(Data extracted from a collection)
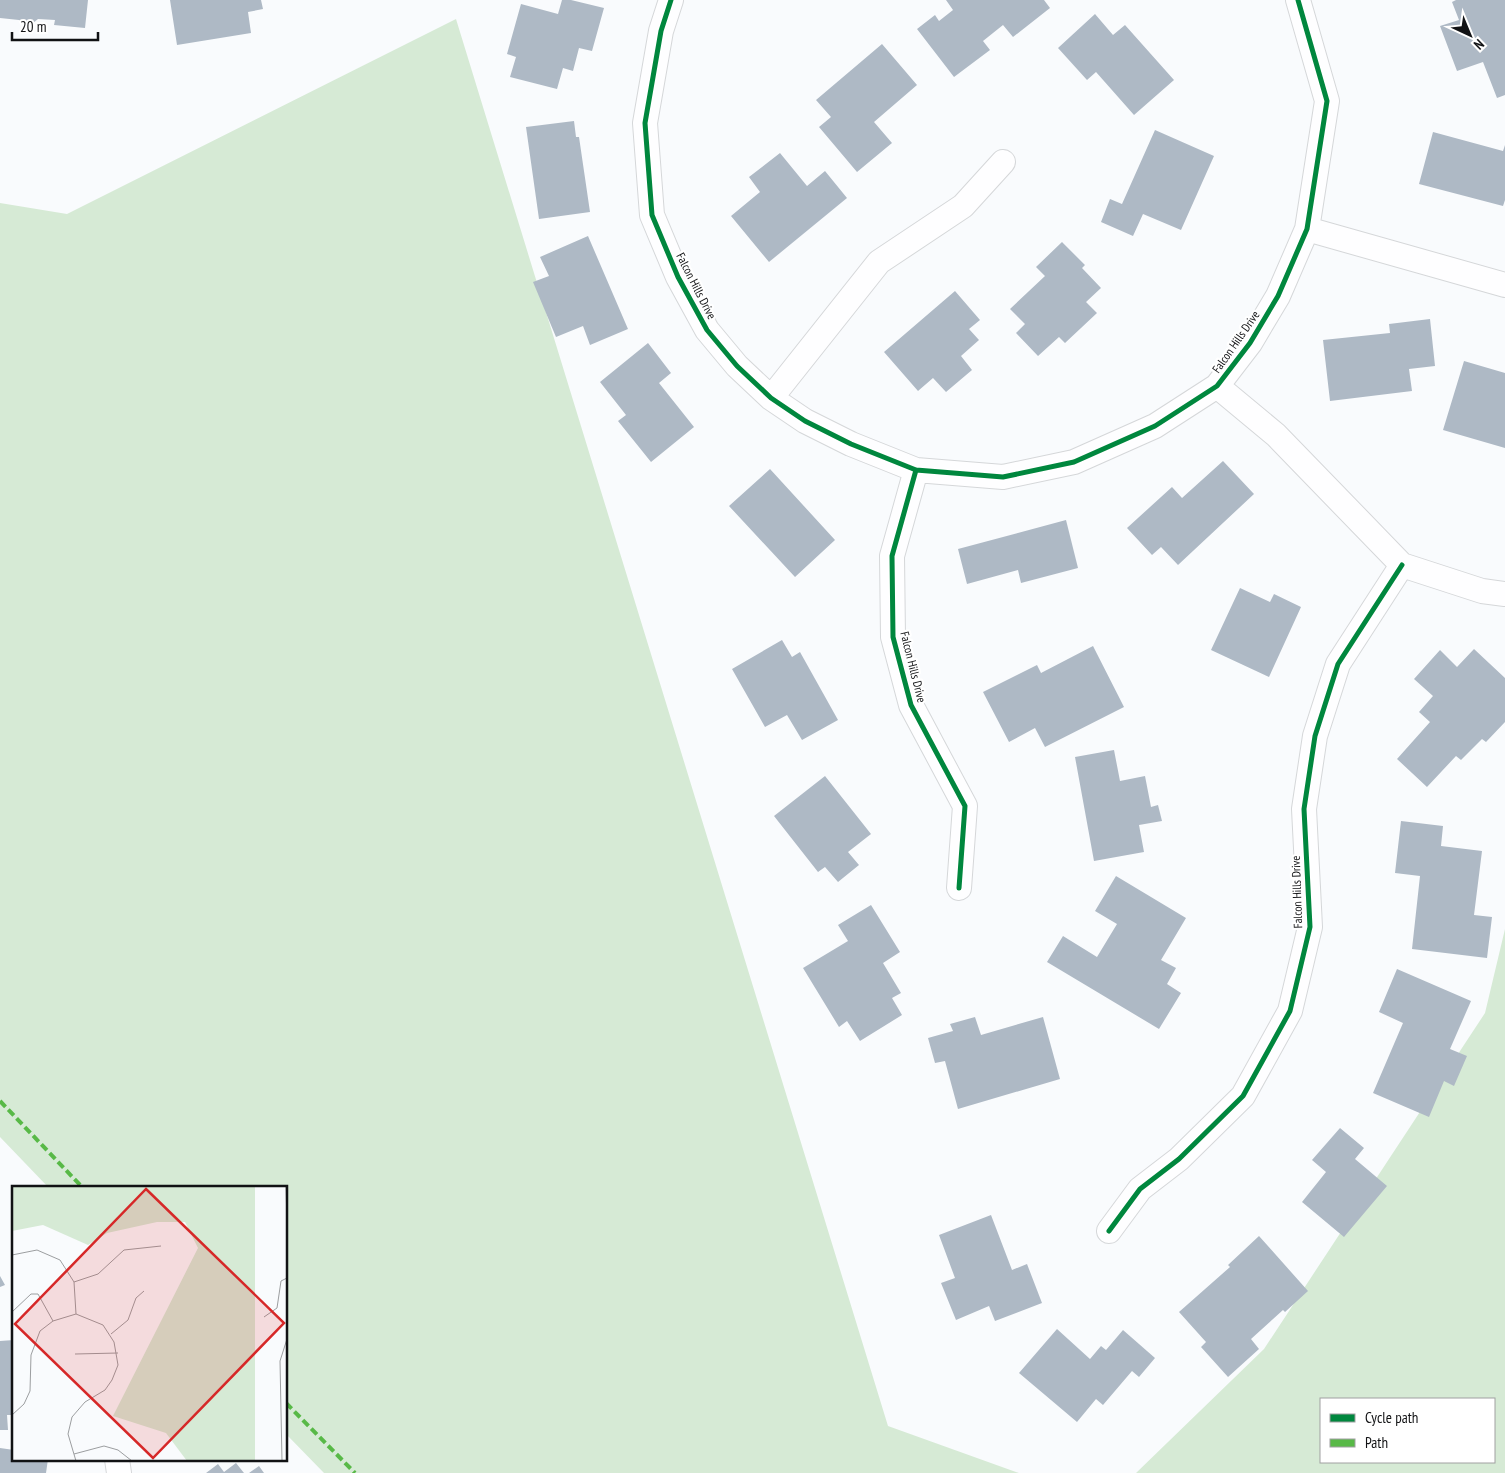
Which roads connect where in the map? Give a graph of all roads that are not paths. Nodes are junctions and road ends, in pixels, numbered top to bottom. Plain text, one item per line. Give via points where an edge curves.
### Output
1 (671, 0) edge
2 (1298, 0) edge
3 (1003, 162) dead end
4 (1307, 229) junction
5 (1505, 285) edge
6 (1217, 386) junction
7 (771, 398) junction
8 (916, 470) junction
9 (1402, 565) junction
10 (1505, 594) edge
11 (959, 888) dead end
12 (1109, 1231) dead end
13 (117, 1460) edge
14 (119, 1473) edge

1 - 7 street, Falcon Hills Drive via 661,31 646,123 652,215 678,277 707,330 737,366
2 - 4 street, Falcon Hills Drive via 1327,102
3 - 7 street via 963,206 879,262
4 - 5 street
4 - 6 street, Falcon Hills Drive via 1278,296 1250,343
6 - 8 street, Falcon Hills Drive via 1155,426 1074,462 1002,477
6 - 9 street, Falcon Hills Drive via 1276,435
7 - 8 street, Falcon Hills Drive via 804,421
8 - 11 street, Falcon Hills Drive via 892,556 893,637 911,705 965,806
9 - 10 street, Falcon Hills Drive via 1482,591
9 - 12 street, Falcon Hills Drive via 1338,664 1315,736 1304,809 1310,927 1290,1012 1242,1096 1179,1159 1140,1189
13 - 14 street

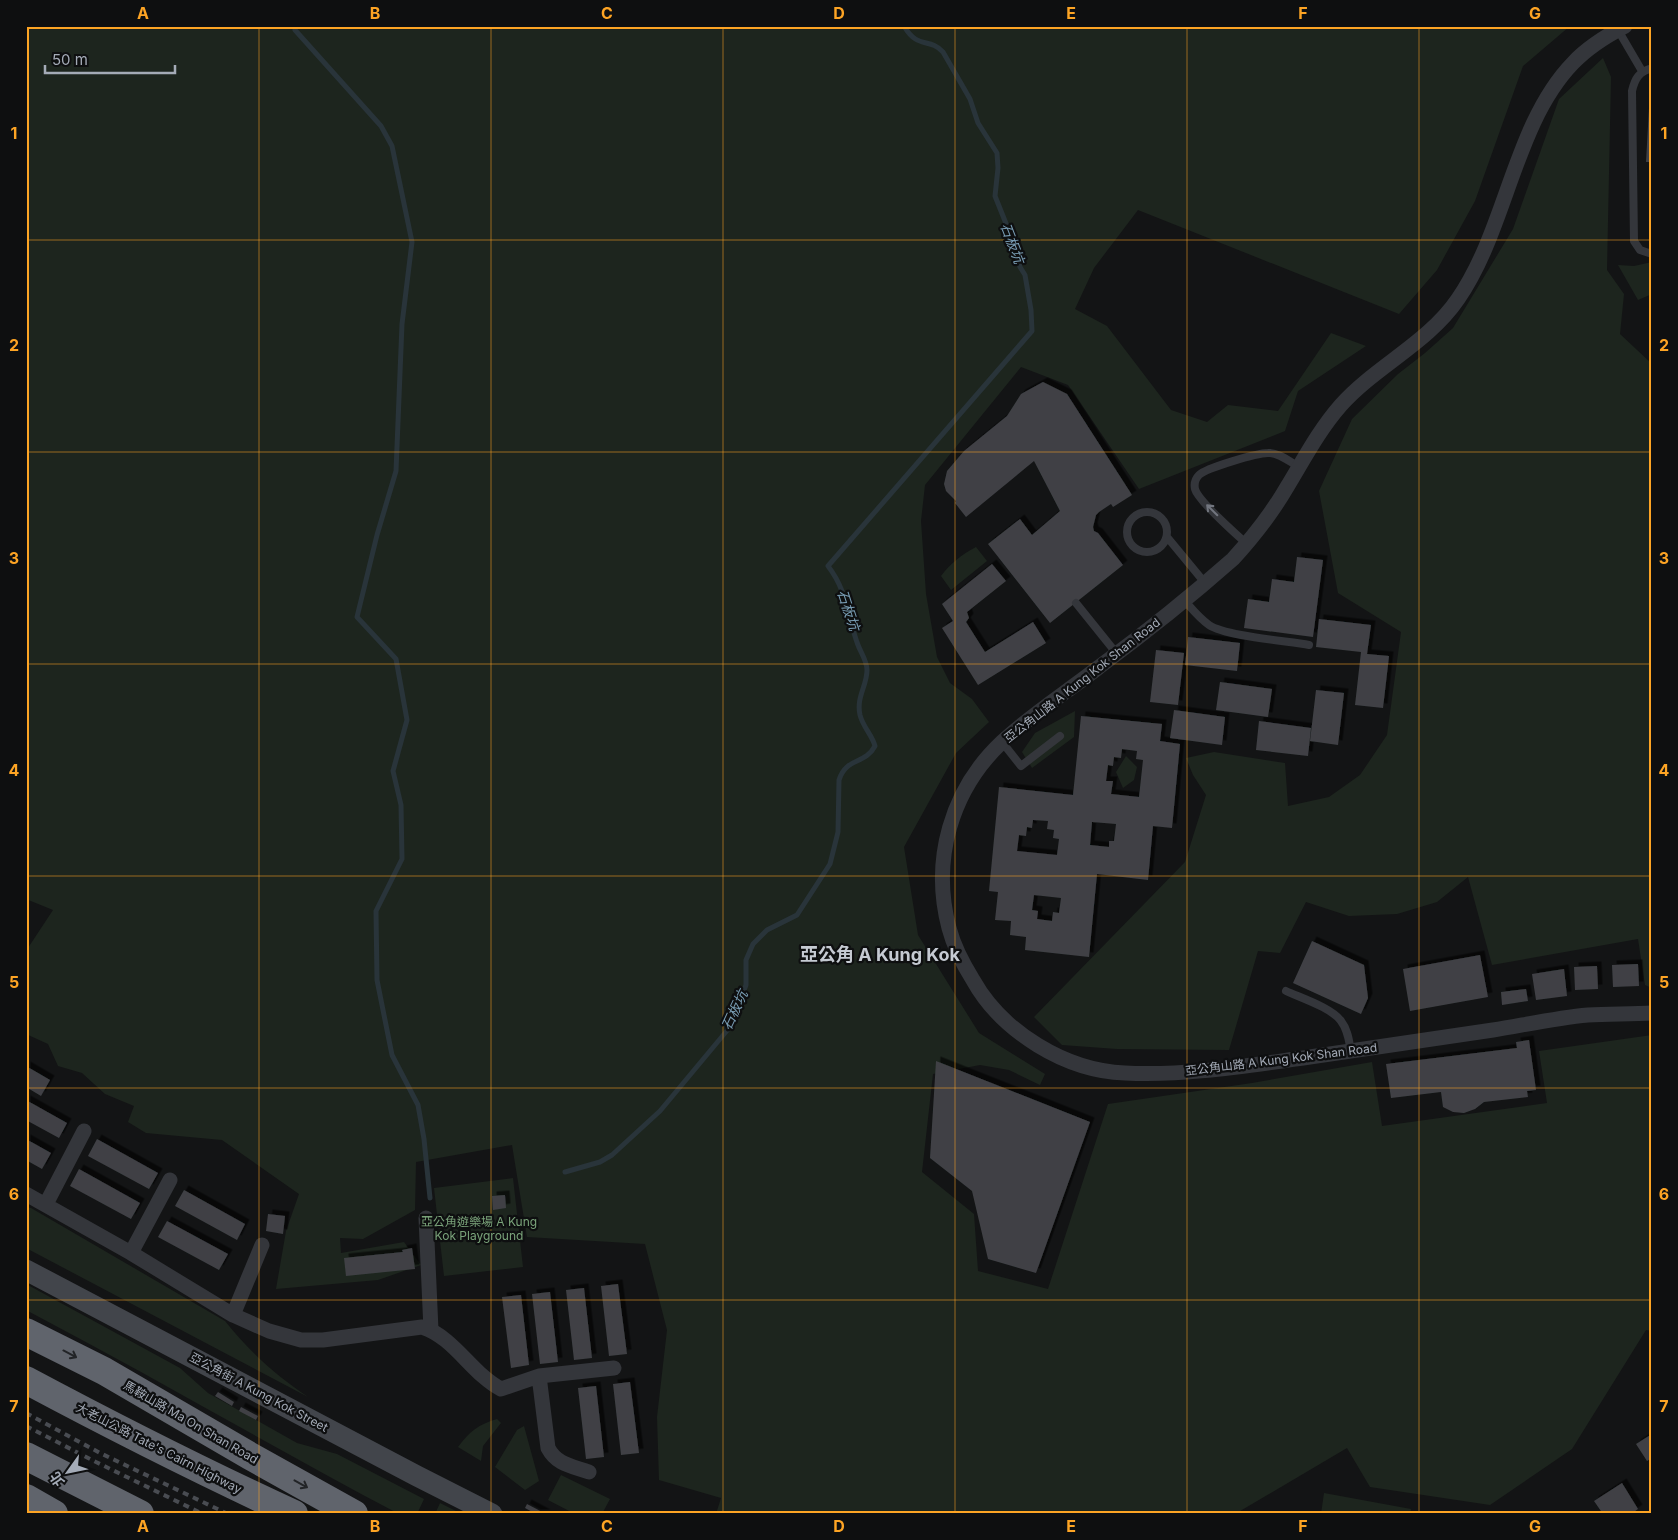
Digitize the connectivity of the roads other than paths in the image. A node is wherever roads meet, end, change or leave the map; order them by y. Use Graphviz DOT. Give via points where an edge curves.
graph roads {
  1 [pos="1621,28"];
  2 [pos="1652,68"];
  3 [pos="1642,71"];
  4 [pos="1651,254"];
  5 [pos="1299,467"];
  6 [pos="1167,538"];
  7 [pos="1247,544"];
  8 [pos="1205,583"];
  9 [pos="1184,600"];
  10 [pos="1076,602"];
  11 [pos="1309,645"];
  12 [pos="1116,654"];
  13 [pos="1060,736"];
  14 [pos="1002,742"];
  15 [pos="1286,991"];
  16 [pos="1652,1013"];
  17 [pos="1351,1051"];
  18 [pos="84,1131"];
  19 [pos="170,1180"];
  20 [pos="26,1194"];
  21 [pos="46,1204"];
  22 [pos="426,1218"];
  23 [pos="262,1245"];
  24 [pos="131,1253"];
  25 [pos="26,1270"];
  26 [pos="233,1315"];
  27 [pos="431,1330"];
  28 [pos="26,1332"];
  29 [pos="614,1368"];
  30 [pos="538,1376"];
  31 [pos="26,1380"];
  32 [pos="26,1456"];
  33 [pos="590,1472"];
  34 [pos="26,1498"];
  35 [pos="54,1514"];
  36 [pos="140,1514"];
  37 [pos="294,1514"];
  38 [pos="354,1514"];
  39 [pos="492,1514"];
  1 -- 3 [label="lane"];
  1 -- 5 [label="street, 亞公角山路 A Kung Kok Shan Road" via="1573,63 1546,99 1523,149 1481,260 1457,301 1428,332 1342,404 1321,429"];
  2 -- 3 [label="lane"];
  3 -- 4 [label="lane" via="1634,79 1632,91 1633,231 1634,241 1640,250"];
  5 -- 7 [label="street, 亞公角山路 A Kung Kok Shan Road"];
  7 -- 5 [label="lane, one-way" via="1199,497 1194,485 1196,479 1210,468 1266,452"];
  6 -- 6 [label="lane" via="1159,549 1146,552 1129,542 1127,528 1138,513 1151,512 1162,519"];
  6 -- 8 [label="lane"];
  7 -- 8 [label="street, 亞公角山路 A Kung Kok Shan Road"];
  8 -- 9 [label="street, 亞公角山路 A Kung Kok Shan Road"];
  9 -- 11 [label="lane" via="1210,626 1230,633"];
  9 -- 12 [label="street, 亞公角山路 A Kung Kok Shan Road"];
  10 -- 12 [label="lane"];
  12 -- 14 [label="street, 亞公角山路 A Kung Kok Shan Road"];
  13 -- 14 [label="lane" via="1022,766"];
  14 -- 17 [label="street, 亞公角山路 A Kung Kok Shan Road" via="982,763 955,807 946,837 942,872 949,930 978,990 998,1015 1048,1051 1082,1065 1121,1073 1160,1074"];
  15 -- 17 [label="lane" via="1332,1012 1341,1020"];
  16 -- 17 [label="street, 亞公角山路 A Kung Kok Shan Road" via="1587,1015"];
  18 -- 21 [label="street"];
  19 -- 24 [label="street"];
  20 -- 21 [label="street"];
  21 -- 24 [label="street"];
  22 -- 27 [label="street"];
  23 -- 26 [label="street"];
  24 -- 26 [label="street"];
  25 -- 39 [label="main road, 亞公角街 A Kung Kok Street"];
  26 -- 27 [label="street" via="268,1331 302,1340 422,1327"];
  27 -- 30 [label="street" via="501,1389"];
  28 -- 38 [label="highway, 馬鞍山路 Ma On Shan Road, one-way" via="104,1371"];
  29 -- 30 [label="street"];
  30 -- 33 [label="street" via="548,1448 553,1458"];
  31 -- 37 [label="highway, 大老山公路 Tate's Cairn Highway"];
  32 -- 36 [label="highway"];
  34 -- 35 [label="highway"];
}
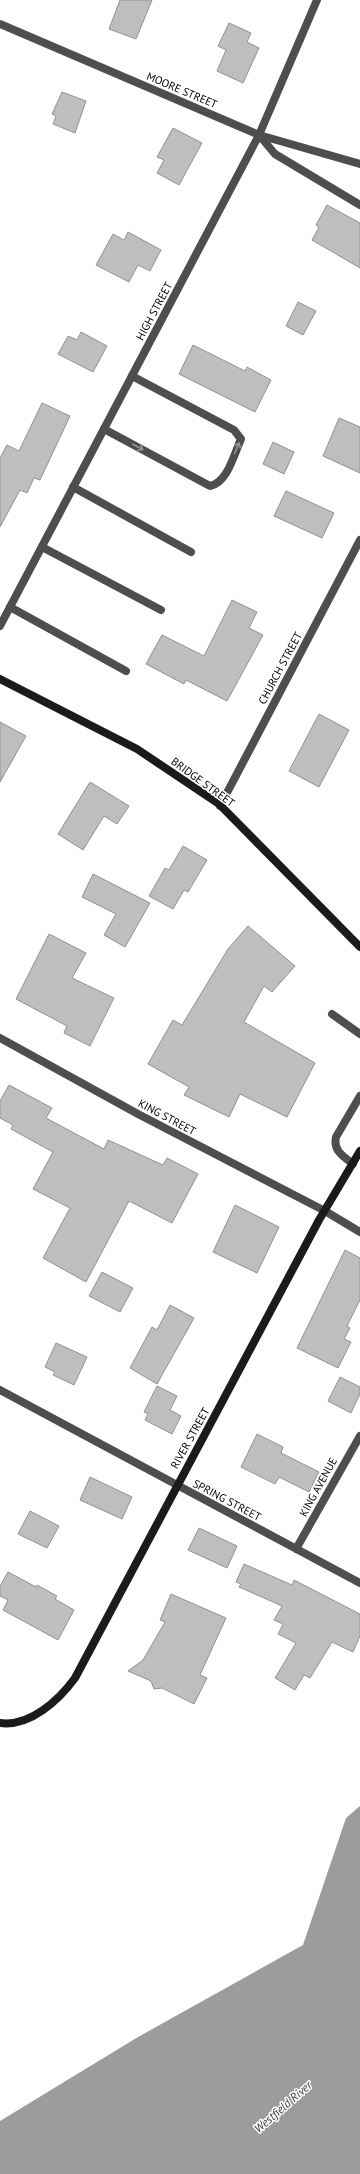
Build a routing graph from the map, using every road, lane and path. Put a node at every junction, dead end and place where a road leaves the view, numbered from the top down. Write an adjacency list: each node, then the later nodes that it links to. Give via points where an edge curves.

BRIEF ->
In your copy, include no pictures, but set down every record exactly.

SOLUTION TO THE EXERCISE ->
Which roads connect where in the map? Give a graph of all roads that are not paths. Nodes are junctions and road ends, in pixels, numbered top to bottom. Plain text, one item per line. Give via points where an edge curves.
### Output
1 (671, 0) edge
2 (1298, 0) edge
3 (1003, 162) dead end
4 (1307, 229) junction
5 (1505, 285) edge
6 (1217, 386) junction
7 (771, 398) junction
8 (916, 470) junction
9 (1402, 565) junction
10 (1505, 594) edge
11 (959, 888) dead end
12 (1109, 1231) dead end
13 (117, 1460) edge
14 (119, 1473) edge

1 - 7 street, Falcon Hills Drive via 661,31 646,123 652,215 678,277 707,330 737,366
2 - 4 street, Falcon Hills Drive via 1327,102
3 - 7 street via 963,206 879,262
4 - 5 street
4 - 6 street, Falcon Hills Drive via 1278,296 1250,343
6 - 8 street, Falcon Hills Drive via 1155,426 1074,462 1002,477
6 - 9 street, Falcon Hills Drive via 1276,435
7 - 8 street, Falcon Hills Drive via 804,421
8 - 11 street, Falcon Hills Drive via 892,556 893,637 911,705 965,806
9 - 10 street, Falcon Hills Drive via 1482,591
9 - 12 street, Falcon Hills Drive via 1338,664 1315,736 1304,809 1310,927 1290,1012 1242,1096 1179,1159 1140,1189
13 - 14 street

Digitize the connectivity of the roads other than paths in the image. A node is wherever roads meet, end, change or leave the map; order them by y. Use Graphviz DOT. Give via points where an edge curves.
graph roads {
  1 [pos="1621,28"];
  2 [pos="1652,68"];
  3 [pos="1642,71"];
  4 [pos="1651,254"];
  5 [pos="1299,467"];
  6 [pos="1167,538"];
  7 [pos="1247,544"];
  8 [pos="1205,583"];
  9 [pos="1184,600"];
  10 [pos="1076,602"];
  11 [pos="1309,645"];
  12 [pos="1116,654"];
  13 [pos="1060,736"];
  14 [pos="1002,742"];
  15 [pos="1286,991"];
  16 [pos="1652,1013"];
  17 [pos="1351,1051"];
  18 [pos="84,1131"];
  19 [pos="170,1180"];
  20 [pos="26,1194"];
  21 [pos="46,1204"];
  22 [pos="426,1218"];
  23 [pos="262,1245"];
  24 [pos="131,1253"];
  25 [pos="26,1270"];
  26 [pos="233,1315"];
  27 [pos="431,1330"];
  28 [pos="26,1332"];
  29 [pos="614,1368"];
  30 [pos="538,1376"];
  31 [pos="26,1380"];
  32 [pos="26,1456"];
  33 [pos="590,1472"];
  34 [pos="26,1498"];
  35 [pos="54,1514"];
  36 [pos="140,1514"];
  37 [pos="294,1514"];
  38 [pos="354,1514"];
  39 [pos="492,1514"];
  1 -- 3 [label="lane"];
  1 -- 5 [label="street, 亞公角山路 A Kung Kok Shan Road" via="1573,63 1546,99 1523,149 1481,260 1457,301 1428,332 1342,404 1321,429"];
  2 -- 3 [label="lane"];
  3 -- 4 [label="lane" via="1634,79 1632,91 1633,231 1634,241 1640,250"];
  5 -- 7 [label="street, 亞公角山路 A Kung Kok Shan Road"];
  7 -- 5 [label="lane, one-way" via="1199,497 1194,485 1196,479 1210,468 1266,452"];
  6 -- 6 [label="lane" via="1159,549 1146,552 1129,542 1127,528 1138,513 1151,512 1162,519"];
  6 -- 8 [label="lane"];
  7 -- 8 [label="street, 亞公角山路 A Kung Kok Shan Road"];
  8 -- 9 [label="street, 亞公角山路 A Kung Kok Shan Road"];
  9 -- 11 [label="lane" via="1210,626 1230,633"];
  9 -- 12 [label="street, 亞公角山路 A Kung Kok Shan Road"];
  10 -- 12 [label="lane"];
  12 -- 14 [label="street, 亞公角山路 A Kung Kok Shan Road"];
  13 -- 14 [label="lane" via="1022,766"];
  14 -- 17 [label="street, 亞公角山路 A Kung Kok Shan Road" via="982,763 955,807 946,837 942,872 949,930 978,990 998,1015 1048,1051 1082,1065 1121,1073 1160,1074"];
  15 -- 17 [label="lane" via="1332,1012 1341,1020"];
  16 -- 17 [label="street, 亞公角山路 A Kung Kok Shan Road" via="1587,1015"];
  18 -- 21 [label="street"];
  19 -- 24 [label="street"];
  20 -- 21 [label="street"];
  21 -- 24 [label="street"];
  22 -- 27 [label="street"];
  23 -- 26 [label="street"];
  24 -- 26 [label="street"];
  25 -- 39 [label="main road, 亞公角街 A Kung Kok Street"];
  26 -- 27 [label="street" via="268,1331 302,1340 422,1327"];
  27 -- 30 [label="street" via="501,1389"];
  28 -- 38 [label="highway, 馬鞍山路 Ma On Shan Road, one-way" via="104,1371"];
  29 -- 30 [label="street"];
  30 -- 33 [label="street" via="548,1448 553,1458"];
  31 -- 37 [label="highway, 大老山公路 Tate's Cairn Highway"];
  32 -- 36 [label="highway"];
  34 -- 35 [label="highway"];
}
Build a routing graph from the map, using every road, lane and path. Put a node at every junction, dead end and place where a road leaves the view, numbered from the top down. Write an adjacency list: each node, then the later nodes that it links to. Give via points where an edge curves.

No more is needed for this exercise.